▶ PROBLEM TO WORK ON
I'd like the entries reproduced exactly, with all pictures omitted.

===== RECORDS SHOWN

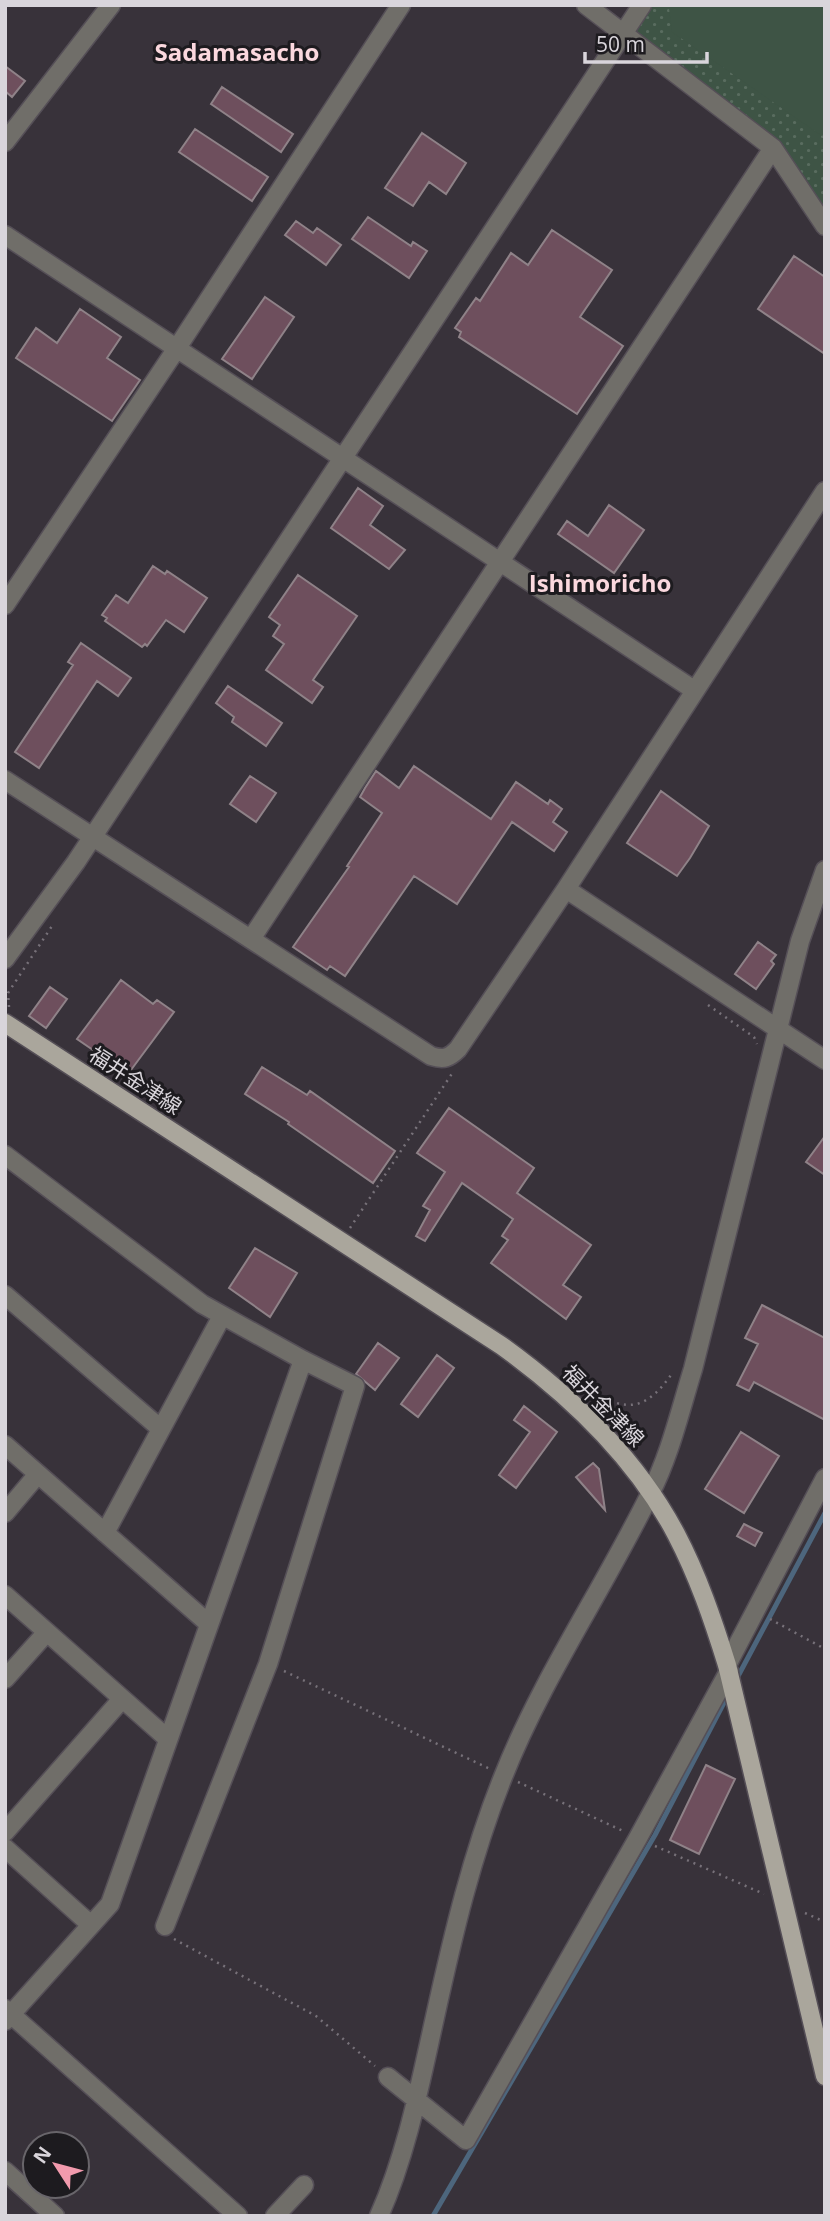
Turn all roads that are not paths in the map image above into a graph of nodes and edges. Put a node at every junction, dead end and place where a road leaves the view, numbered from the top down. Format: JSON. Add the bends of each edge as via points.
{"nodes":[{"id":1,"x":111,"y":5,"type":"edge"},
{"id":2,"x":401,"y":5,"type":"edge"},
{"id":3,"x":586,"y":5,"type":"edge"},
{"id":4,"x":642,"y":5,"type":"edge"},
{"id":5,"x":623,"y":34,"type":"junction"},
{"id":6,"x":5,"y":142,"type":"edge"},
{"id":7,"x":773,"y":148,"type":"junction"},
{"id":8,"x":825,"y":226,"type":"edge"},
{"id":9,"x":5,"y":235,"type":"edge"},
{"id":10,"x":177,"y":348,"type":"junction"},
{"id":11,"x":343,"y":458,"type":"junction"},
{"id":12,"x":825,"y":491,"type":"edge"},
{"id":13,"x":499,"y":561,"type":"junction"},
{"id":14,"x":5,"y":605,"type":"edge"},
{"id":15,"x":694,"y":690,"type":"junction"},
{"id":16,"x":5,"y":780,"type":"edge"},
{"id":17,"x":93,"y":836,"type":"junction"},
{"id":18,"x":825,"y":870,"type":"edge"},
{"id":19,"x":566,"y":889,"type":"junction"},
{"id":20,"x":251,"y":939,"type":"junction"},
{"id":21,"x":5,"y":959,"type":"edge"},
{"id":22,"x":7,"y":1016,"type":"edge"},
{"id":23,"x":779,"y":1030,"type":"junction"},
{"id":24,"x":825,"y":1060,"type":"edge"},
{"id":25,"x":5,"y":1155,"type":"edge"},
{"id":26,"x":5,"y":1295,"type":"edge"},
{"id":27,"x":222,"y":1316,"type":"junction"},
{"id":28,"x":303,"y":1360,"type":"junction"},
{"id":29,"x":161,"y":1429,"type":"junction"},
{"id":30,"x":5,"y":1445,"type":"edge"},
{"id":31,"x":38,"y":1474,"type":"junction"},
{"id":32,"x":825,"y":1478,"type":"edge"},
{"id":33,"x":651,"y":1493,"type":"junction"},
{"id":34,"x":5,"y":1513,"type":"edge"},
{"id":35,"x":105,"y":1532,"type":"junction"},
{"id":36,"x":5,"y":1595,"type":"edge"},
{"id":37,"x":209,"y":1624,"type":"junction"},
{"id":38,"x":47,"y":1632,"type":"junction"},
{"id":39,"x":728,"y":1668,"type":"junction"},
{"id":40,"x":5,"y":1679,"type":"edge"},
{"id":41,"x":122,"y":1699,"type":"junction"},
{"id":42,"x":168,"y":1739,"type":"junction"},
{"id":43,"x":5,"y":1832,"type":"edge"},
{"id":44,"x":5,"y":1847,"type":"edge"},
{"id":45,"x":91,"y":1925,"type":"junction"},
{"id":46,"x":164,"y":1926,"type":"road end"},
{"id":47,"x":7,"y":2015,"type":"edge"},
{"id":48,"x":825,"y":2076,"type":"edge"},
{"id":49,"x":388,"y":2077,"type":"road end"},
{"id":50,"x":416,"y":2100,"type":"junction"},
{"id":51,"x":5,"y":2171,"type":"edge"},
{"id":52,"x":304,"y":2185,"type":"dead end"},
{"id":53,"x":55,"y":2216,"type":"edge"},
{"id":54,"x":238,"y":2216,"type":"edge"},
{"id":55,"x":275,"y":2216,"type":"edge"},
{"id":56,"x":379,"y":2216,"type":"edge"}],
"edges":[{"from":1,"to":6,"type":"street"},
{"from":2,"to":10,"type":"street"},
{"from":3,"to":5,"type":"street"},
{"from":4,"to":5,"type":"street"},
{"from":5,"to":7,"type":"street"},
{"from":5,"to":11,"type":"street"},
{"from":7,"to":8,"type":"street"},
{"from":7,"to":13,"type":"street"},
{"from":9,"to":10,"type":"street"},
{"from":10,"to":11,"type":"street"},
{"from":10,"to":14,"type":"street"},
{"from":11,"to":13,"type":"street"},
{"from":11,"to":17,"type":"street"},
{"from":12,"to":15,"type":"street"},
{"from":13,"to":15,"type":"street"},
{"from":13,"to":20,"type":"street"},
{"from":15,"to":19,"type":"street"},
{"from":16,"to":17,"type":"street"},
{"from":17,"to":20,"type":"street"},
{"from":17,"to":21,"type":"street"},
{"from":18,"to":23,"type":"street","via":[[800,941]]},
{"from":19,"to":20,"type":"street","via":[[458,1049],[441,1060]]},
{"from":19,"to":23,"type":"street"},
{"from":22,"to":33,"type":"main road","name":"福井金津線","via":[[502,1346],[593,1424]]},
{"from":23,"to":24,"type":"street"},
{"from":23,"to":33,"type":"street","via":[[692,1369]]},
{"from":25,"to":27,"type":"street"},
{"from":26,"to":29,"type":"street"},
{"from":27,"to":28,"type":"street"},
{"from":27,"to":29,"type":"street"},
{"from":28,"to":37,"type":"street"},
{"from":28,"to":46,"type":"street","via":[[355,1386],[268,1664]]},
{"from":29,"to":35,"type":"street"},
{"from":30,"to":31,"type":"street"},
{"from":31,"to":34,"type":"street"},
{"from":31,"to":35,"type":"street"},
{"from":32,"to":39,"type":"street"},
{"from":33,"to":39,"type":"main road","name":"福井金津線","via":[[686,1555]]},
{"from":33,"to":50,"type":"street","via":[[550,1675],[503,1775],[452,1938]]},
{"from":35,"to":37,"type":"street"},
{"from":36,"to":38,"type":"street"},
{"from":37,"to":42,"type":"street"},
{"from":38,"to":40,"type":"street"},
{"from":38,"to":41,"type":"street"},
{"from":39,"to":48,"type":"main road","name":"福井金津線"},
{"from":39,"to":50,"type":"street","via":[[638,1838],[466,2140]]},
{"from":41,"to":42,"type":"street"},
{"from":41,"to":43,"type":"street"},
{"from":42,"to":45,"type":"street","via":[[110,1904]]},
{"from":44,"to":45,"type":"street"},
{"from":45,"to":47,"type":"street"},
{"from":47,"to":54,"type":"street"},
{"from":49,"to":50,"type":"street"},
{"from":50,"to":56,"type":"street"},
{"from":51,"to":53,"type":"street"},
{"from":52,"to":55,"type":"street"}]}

==========

▶ RESPONSE TO THIS EXERCISE
Turn all roads that are not paths in the map image above into a graph of nodes and edges. Put a node at every junction, dead end and place where a road leaves the view, numbered from the top down. Format: JSON. Add the bends of each edge as via points.
{"nodes":[{"id":1,"x":111,"y":5,"type":"edge"},
{"id":2,"x":401,"y":5,"type":"edge"},
{"id":3,"x":586,"y":5,"type":"edge"},
{"id":4,"x":642,"y":5,"type":"edge"},
{"id":5,"x":623,"y":34,"type":"junction"},
{"id":6,"x":5,"y":142,"type":"edge"},
{"id":7,"x":773,"y":148,"type":"junction"},
{"id":8,"x":825,"y":226,"type":"edge"},
{"id":9,"x":5,"y":235,"type":"edge"},
{"id":10,"x":177,"y":348,"type":"junction"},
{"id":11,"x":343,"y":458,"type":"junction"},
{"id":12,"x":825,"y":491,"type":"edge"},
{"id":13,"x":499,"y":561,"type":"junction"},
{"id":14,"x":5,"y":605,"type":"edge"},
{"id":15,"x":694,"y":690,"type":"junction"},
{"id":16,"x":5,"y":780,"type":"edge"},
{"id":17,"x":93,"y":836,"type":"junction"},
{"id":18,"x":825,"y":870,"type":"edge"},
{"id":19,"x":566,"y":889,"type":"junction"},
{"id":20,"x":251,"y":939,"type":"junction"},
{"id":21,"x":5,"y":959,"type":"edge"},
{"id":22,"x":7,"y":1016,"type":"edge"},
{"id":23,"x":779,"y":1030,"type":"junction"},
{"id":24,"x":825,"y":1060,"type":"edge"},
{"id":25,"x":5,"y":1155,"type":"edge"},
{"id":26,"x":5,"y":1295,"type":"edge"},
{"id":27,"x":222,"y":1316,"type":"junction"},
{"id":28,"x":303,"y":1360,"type":"junction"},
{"id":29,"x":161,"y":1429,"type":"junction"},
{"id":30,"x":5,"y":1445,"type":"edge"},
{"id":31,"x":38,"y":1474,"type":"junction"},
{"id":32,"x":825,"y":1478,"type":"edge"},
{"id":33,"x":651,"y":1493,"type":"junction"},
{"id":34,"x":5,"y":1513,"type":"edge"},
{"id":35,"x":105,"y":1532,"type":"junction"},
{"id":36,"x":5,"y":1595,"type":"edge"},
{"id":37,"x":209,"y":1624,"type":"junction"},
{"id":38,"x":47,"y":1632,"type":"junction"},
{"id":39,"x":728,"y":1668,"type":"junction"},
{"id":40,"x":5,"y":1679,"type":"edge"},
{"id":41,"x":122,"y":1699,"type":"junction"},
{"id":42,"x":168,"y":1739,"type":"junction"},
{"id":43,"x":5,"y":1832,"type":"edge"},
{"id":44,"x":5,"y":1847,"type":"edge"},
{"id":45,"x":91,"y":1925,"type":"junction"},
{"id":46,"x":164,"y":1926,"type":"road end"},
{"id":47,"x":7,"y":2015,"type":"edge"},
{"id":48,"x":825,"y":2076,"type":"edge"},
{"id":49,"x":388,"y":2077,"type":"road end"},
{"id":50,"x":416,"y":2100,"type":"junction"},
{"id":51,"x":5,"y":2171,"type":"edge"},
{"id":52,"x":304,"y":2185,"type":"dead end"},
{"id":53,"x":55,"y":2216,"type":"edge"},
{"id":54,"x":238,"y":2216,"type":"edge"},
{"id":55,"x":275,"y":2216,"type":"edge"},
{"id":56,"x":379,"y":2216,"type":"edge"}],
"edges":[{"from":1,"to":6,"type":"street"},
{"from":2,"to":10,"type":"street"},
{"from":3,"to":5,"type":"street"},
{"from":4,"to":5,"type":"street"},
{"from":5,"to":7,"type":"street"},
{"from":5,"to":11,"type":"street"},
{"from":7,"to":8,"type":"street"},
{"from":7,"to":13,"type":"street"},
{"from":9,"to":10,"type":"street"},
{"from":10,"to":11,"type":"street"},
{"from":10,"to":14,"type":"street"},
{"from":11,"to":13,"type":"street"},
{"from":11,"to":17,"type":"street"},
{"from":12,"to":15,"type":"street"},
{"from":13,"to":15,"type":"street"},
{"from":13,"to":20,"type":"street"},
{"from":15,"to":19,"type":"street"},
{"from":16,"to":17,"type":"street"},
{"from":17,"to":20,"type":"street"},
{"from":17,"to":21,"type":"street"},
{"from":18,"to":23,"type":"street","via":[[800,941]]},
{"from":19,"to":20,"type":"street","via":[[458,1049],[441,1060]]},
{"from":19,"to":23,"type":"street"},
{"from":22,"to":33,"type":"main road","name":"福井金津線","via":[[502,1346],[593,1424]]},
{"from":23,"to":24,"type":"street"},
{"from":23,"to":33,"type":"street","via":[[692,1369]]},
{"from":25,"to":27,"type":"street"},
{"from":26,"to":29,"type":"street"},
{"from":27,"to":28,"type":"street"},
{"from":27,"to":29,"type":"street"},
{"from":28,"to":37,"type":"street"},
{"from":28,"to":46,"type":"street","via":[[355,1386],[268,1664]]},
{"from":29,"to":35,"type":"street"},
{"from":30,"to":31,"type":"street"},
{"from":31,"to":34,"type":"street"},
{"from":31,"to":35,"type":"street"},
{"from":32,"to":39,"type":"street"},
{"from":33,"to":39,"type":"main road","name":"福井金津線","via":[[686,1555]]},
{"from":33,"to":50,"type":"street","via":[[550,1675],[503,1775],[452,1938]]},
{"from":35,"to":37,"type":"street"},
{"from":36,"to":38,"type":"street"},
{"from":37,"to":42,"type":"street"},
{"from":38,"to":40,"type":"street"},
{"from":38,"to":41,"type":"street"},
{"from":39,"to":48,"type":"main road","name":"福井金津線"},
{"from":39,"to":50,"type":"street","via":[[638,1838],[466,2140]]},
{"from":41,"to":42,"type":"street"},
{"from":41,"to":43,"type":"street"},
{"from":42,"to":45,"type":"street","via":[[110,1904]]},
{"from":44,"to":45,"type":"street"},
{"from":45,"to":47,"type":"street"},
{"from":47,"to":54,"type":"street"},
{"from":49,"to":50,"type":"street"},
{"from":50,"to":56,"type":"street"},
{"from":51,"to":53,"type":"street"},
{"from":52,"to":55,"type":"street"}]}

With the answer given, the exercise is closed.